CatCompiler.Dev

I made a silly maths problem 1000x* faster

So yeah, I did a thing yay me. A few weeks ago (December 2024) I participated in the international nerd competition “Advent of Code”. If you’re the kind of person who reads my blogs, you have certainly heard of it, if for some reason you haven’t you must be lost here, click here to leave this hell. Today I will be documenting my journey completing day 11 of advent of code 2024. My steps for coming to a valid solution will be described out of order to help the flow of this article.

TL;DR

Put simply, being familiar with your dataset and choosing a datastructure is everything. Some friends we will meet along the way are:

The choice of programming language doesn’t always make your code faster or slower
Do not take a problem description at face value, it may often make misleading or false statements
The patterns in the data should impact your choice of datastructure and how you operate on it
Using more threads cannot fix a bad approach
Brute forcing problems can help you solve small datasets but large ones may require completely reworking your logic.

Advent of Code

Each year in December leading up to Christmas, computer science enthusiasts with too much time sit at their computers solving obscure programming problems. While this is normally not special, at this time of year it’s called Advent of Code (AOC). On each of the “days of Christmas,” there is a computer science problem given, embedded in a whimsical Christmas story. There are also some niceties like competitive leaderboards and international communities that sprout up in this atmosphere. Each day, a new problem is unlocked with 2 parts, the 2nd being an extension of the first. Each problem has 2 sets of inputs, one as a worked example and the other is the input you need to compute a result from. The real thrill of this event is submitting your solution, if you’re lucky you get marked correct and get a gold star! The more stars you get, the more sparkly the website looks!

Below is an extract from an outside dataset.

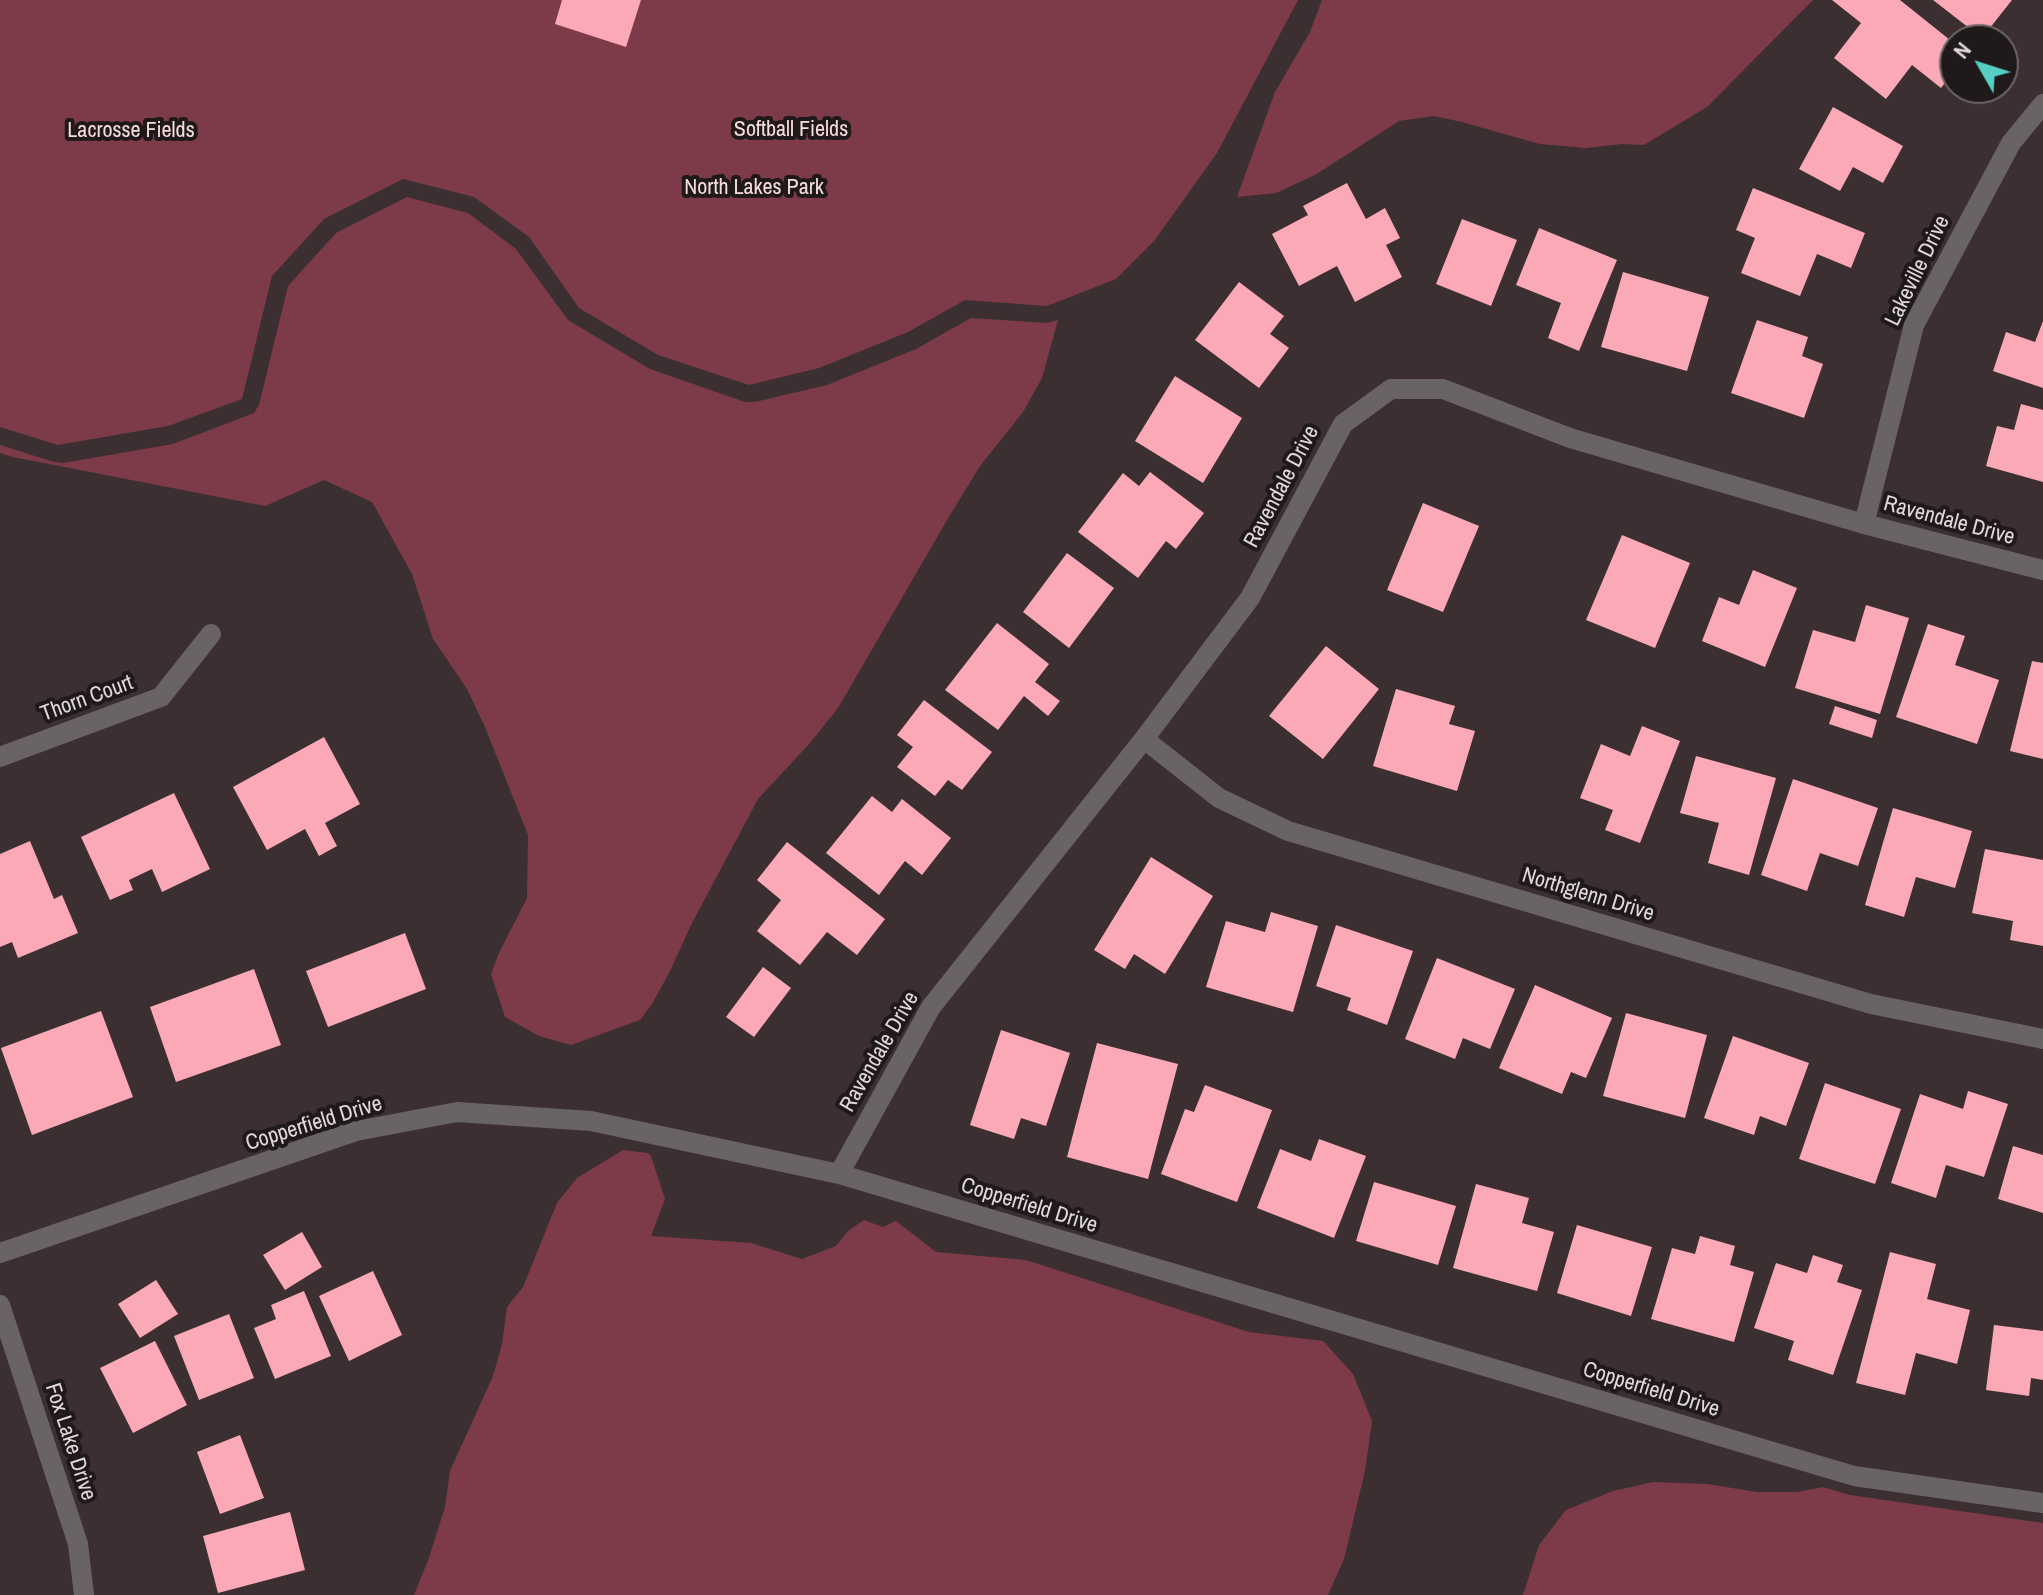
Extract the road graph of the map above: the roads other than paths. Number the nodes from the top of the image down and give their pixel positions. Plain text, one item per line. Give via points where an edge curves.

This year I completed many of the problems in the Go programming language, as I spoke about in my last post. However, after the event was completed and a slow January rolled around I decided to revisit a few that piqued my interest. Among these was day 11, a wildly contrived problem about stones that duplicate under oddly specific circumstances. I found this problem particularly interesting for the difficulty I had with it combined with the conceptual simplicity. Today I would like to document the adventure I had with such a problem.

Day 11

You can read the AOC Day 11 problem on Advent of code. Go do it now, I’ll wait. the description I’m going to provide will be gutted of any charm and you will miss out on some details.

Briefly, you are given a few numbers which the problem calls stones. You must transform them according to some rules and then sum the count of numbers you end up with. The transformations are repeated a number of times. The rules for each transformation are:

0 is replaced with 1
even numbers are split into a left and right half
else, the number is multiplied by 2024
This algorithm is repeated a few times and the final result is calculated by summing the count of stones.
Furthermore, the problem states some stipulations given by the problem:

They must stay in a straight line. Honestly, I’m not exactly sure what this one means.
Order is preserved, this means that you must store the stones in the order that they’re created
For part one, this must be done 25 times and for part two, it must be done 75 times. Easy right?

Part One Was a Walk in The Cake

(Do you get it? It’s a combination of a walk in the park and a piece of cake. It’s world-class comedy)
Now I finally get to discuss the fun bit! After deciphering the problem, I wrote a prototype in GO. Some bug squashing ensued, but after not too long it worked out the example. Soon, I got marked correct which was a real thrill! That’s it, this was the entirety of the depth to part one, it took some time to get all the details correct, but in the end, it was easily solvable with brute force on contemporary hardware.
Part one was so easy! Surely part 2 can’t be that bad I thought… How bad can it be?

Part two is a nightmare

It really was. My naive solution for part one did not get anywhere near close after several hours. My first solution was rather simple, throw more threads at the problem! It was a perfect opportunity to delve deeper into the Go programming language. Go is famous for “goroutines”, a high-level concurrency framework. Well, let’s just say it didn’t help. The crux of the problem isn’t just that it’s slow, as I would soon find out.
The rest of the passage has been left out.